_TASK DETAILS_:
Go through the entries below and retype them exactly, omitting each picture.
BEGIN DATA RECORDS
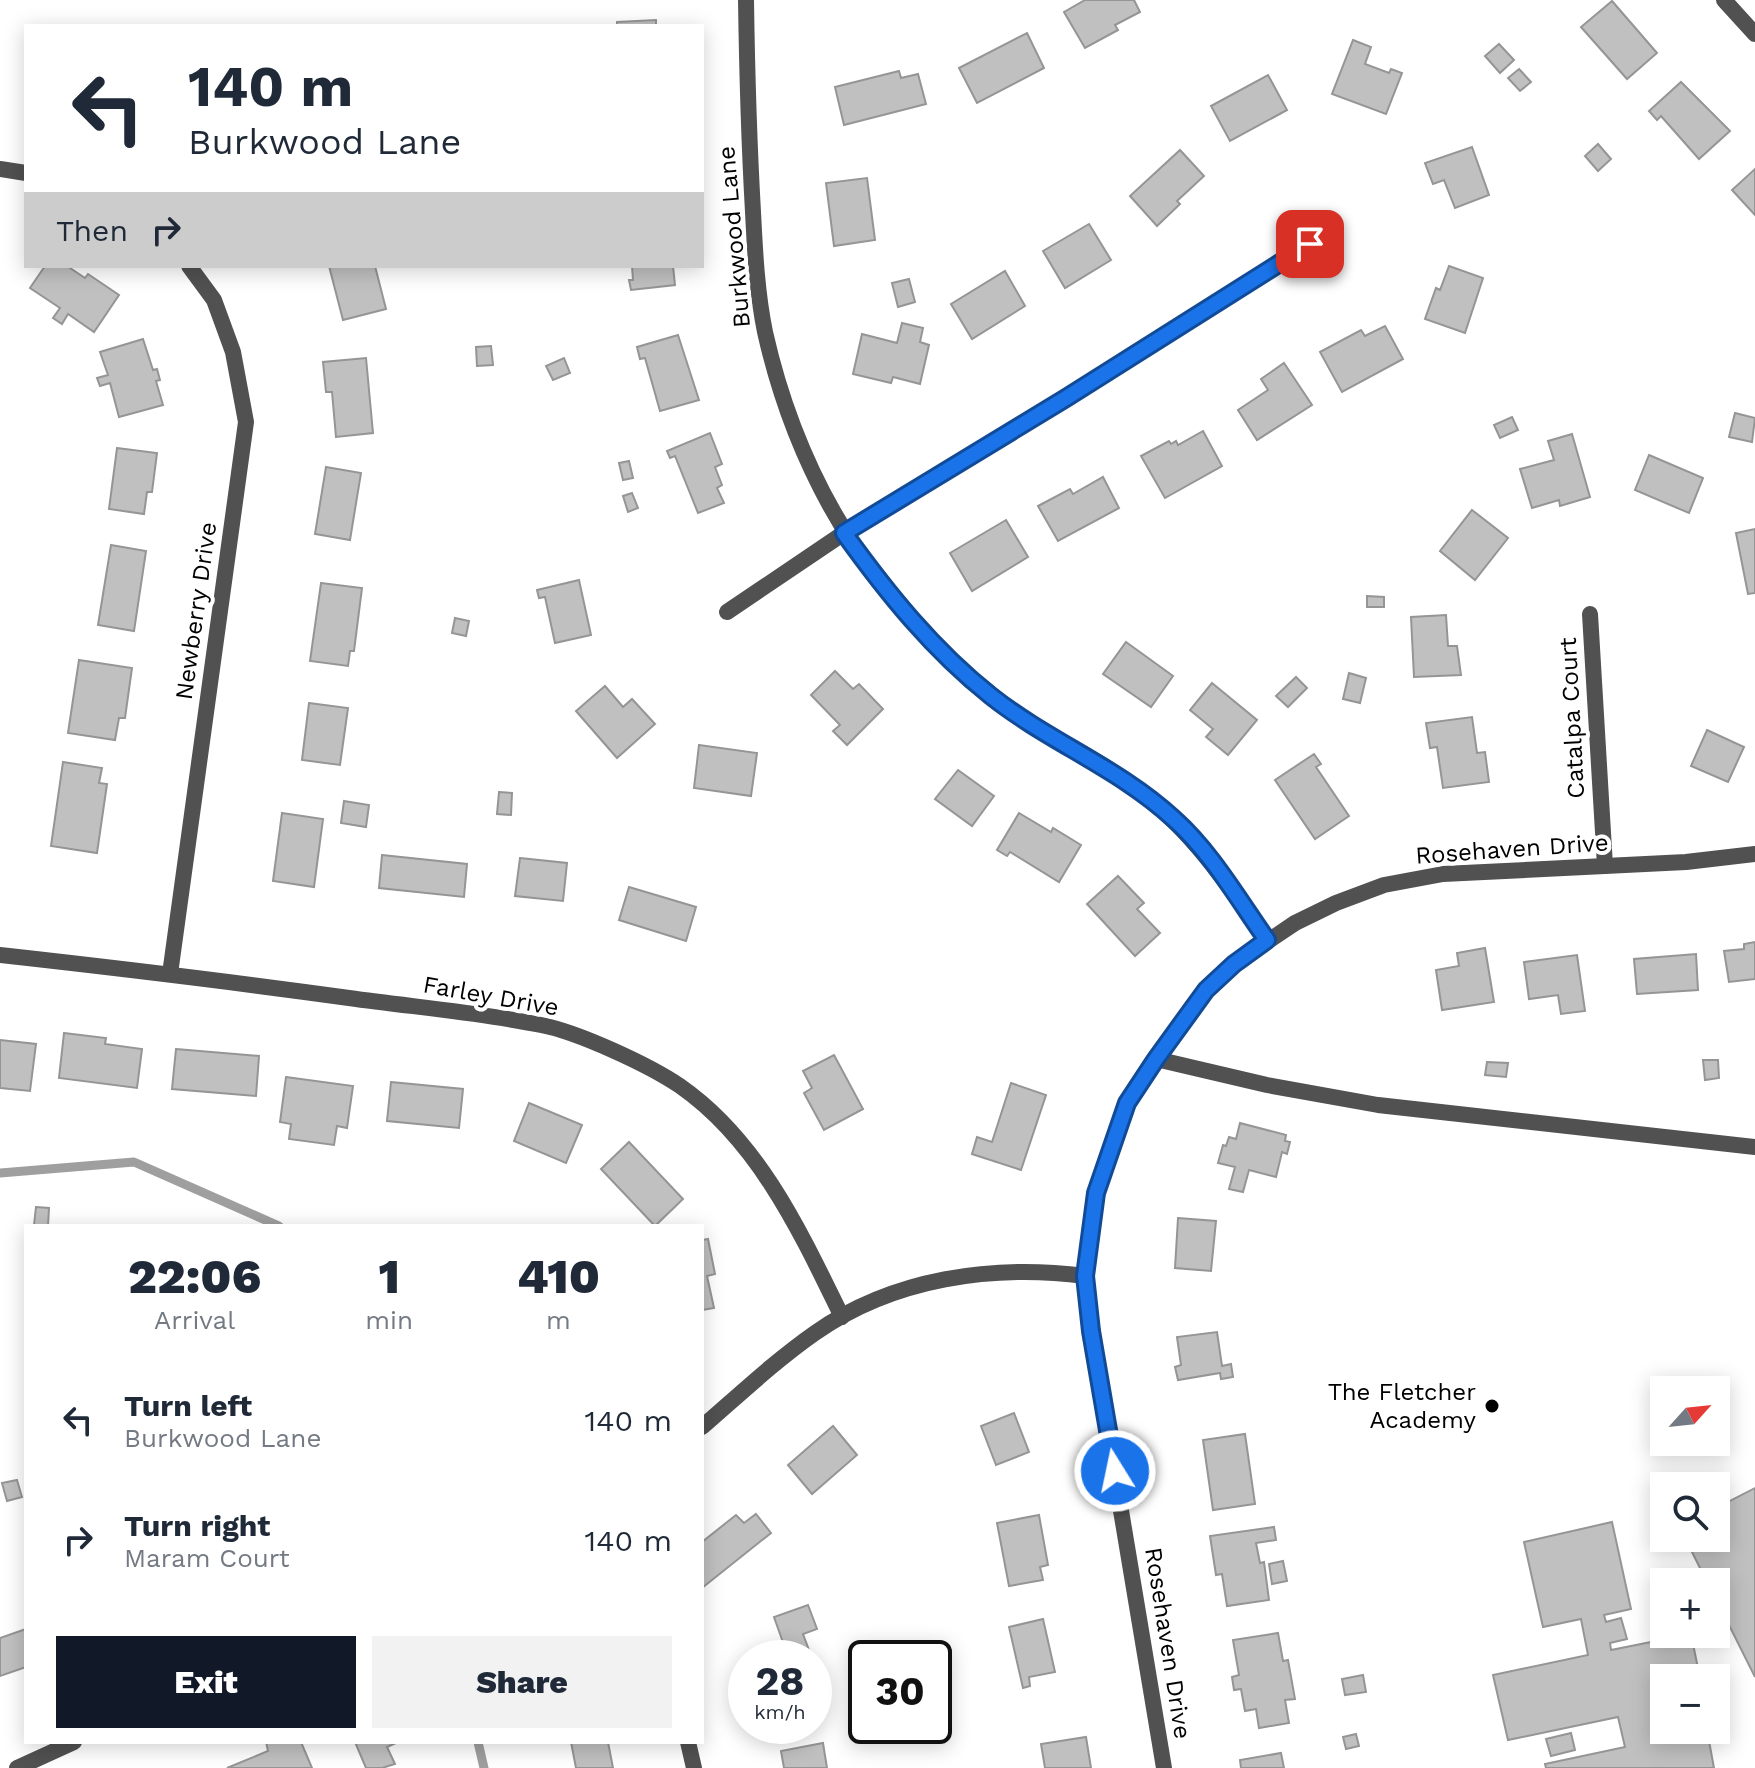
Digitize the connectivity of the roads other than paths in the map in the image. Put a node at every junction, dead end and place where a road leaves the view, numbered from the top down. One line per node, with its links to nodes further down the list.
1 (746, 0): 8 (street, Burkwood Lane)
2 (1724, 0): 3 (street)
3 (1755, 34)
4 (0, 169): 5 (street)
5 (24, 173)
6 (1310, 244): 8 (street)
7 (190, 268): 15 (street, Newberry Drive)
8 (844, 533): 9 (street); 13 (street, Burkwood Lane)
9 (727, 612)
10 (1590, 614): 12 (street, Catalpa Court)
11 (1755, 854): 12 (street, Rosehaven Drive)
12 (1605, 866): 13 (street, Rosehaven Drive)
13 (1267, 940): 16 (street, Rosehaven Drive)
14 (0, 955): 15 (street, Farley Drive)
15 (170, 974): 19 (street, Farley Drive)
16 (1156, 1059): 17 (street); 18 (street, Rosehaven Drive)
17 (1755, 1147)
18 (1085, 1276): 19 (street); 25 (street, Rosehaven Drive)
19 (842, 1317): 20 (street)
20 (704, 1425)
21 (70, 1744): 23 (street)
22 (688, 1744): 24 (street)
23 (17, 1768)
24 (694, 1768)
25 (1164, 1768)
END DATA RECORDS
_WRITTEN SOLUTION_:
Digitize the connectivity of the roads other than paths in the map in the image. Put a node at every junction, dead end and place where a road leaves the view, numbered from the top down. One line per node, with its links to nodes further down the list.
1 (746, 0): 8 (street, Burkwood Lane)
2 (1724, 0): 3 (street)
3 (1755, 34)
4 (0, 169): 5 (street)
5 (24, 173)
6 (1310, 244): 8 (street)
7 (190, 268): 15 (street, Newberry Drive)
8 (844, 533): 9 (street); 13 (street, Burkwood Lane)
9 (727, 612)
10 (1590, 614): 12 (street, Catalpa Court)
11 (1755, 854): 12 (street, Rosehaven Drive)
12 (1605, 866): 13 (street, Rosehaven Drive)
13 (1267, 940): 16 (street, Rosehaven Drive)
14 (0, 955): 15 (street, Farley Drive)
15 (170, 974): 19 (street, Farley Drive)
16 (1156, 1059): 17 (street); 18 (street, Rosehaven Drive)
17 (1755, 1147)
18 (1085, 1276): 19 (street); 25 (street, Rosehaven Drive)
19 (842, 1317): 20 (street)
20 (704, 1425)
21 (70, 1744): 23 (street)
22 (688, 1744): 24 (street)
23 (17, 1768)
24 (694, 1768)
25 (1164, 1768)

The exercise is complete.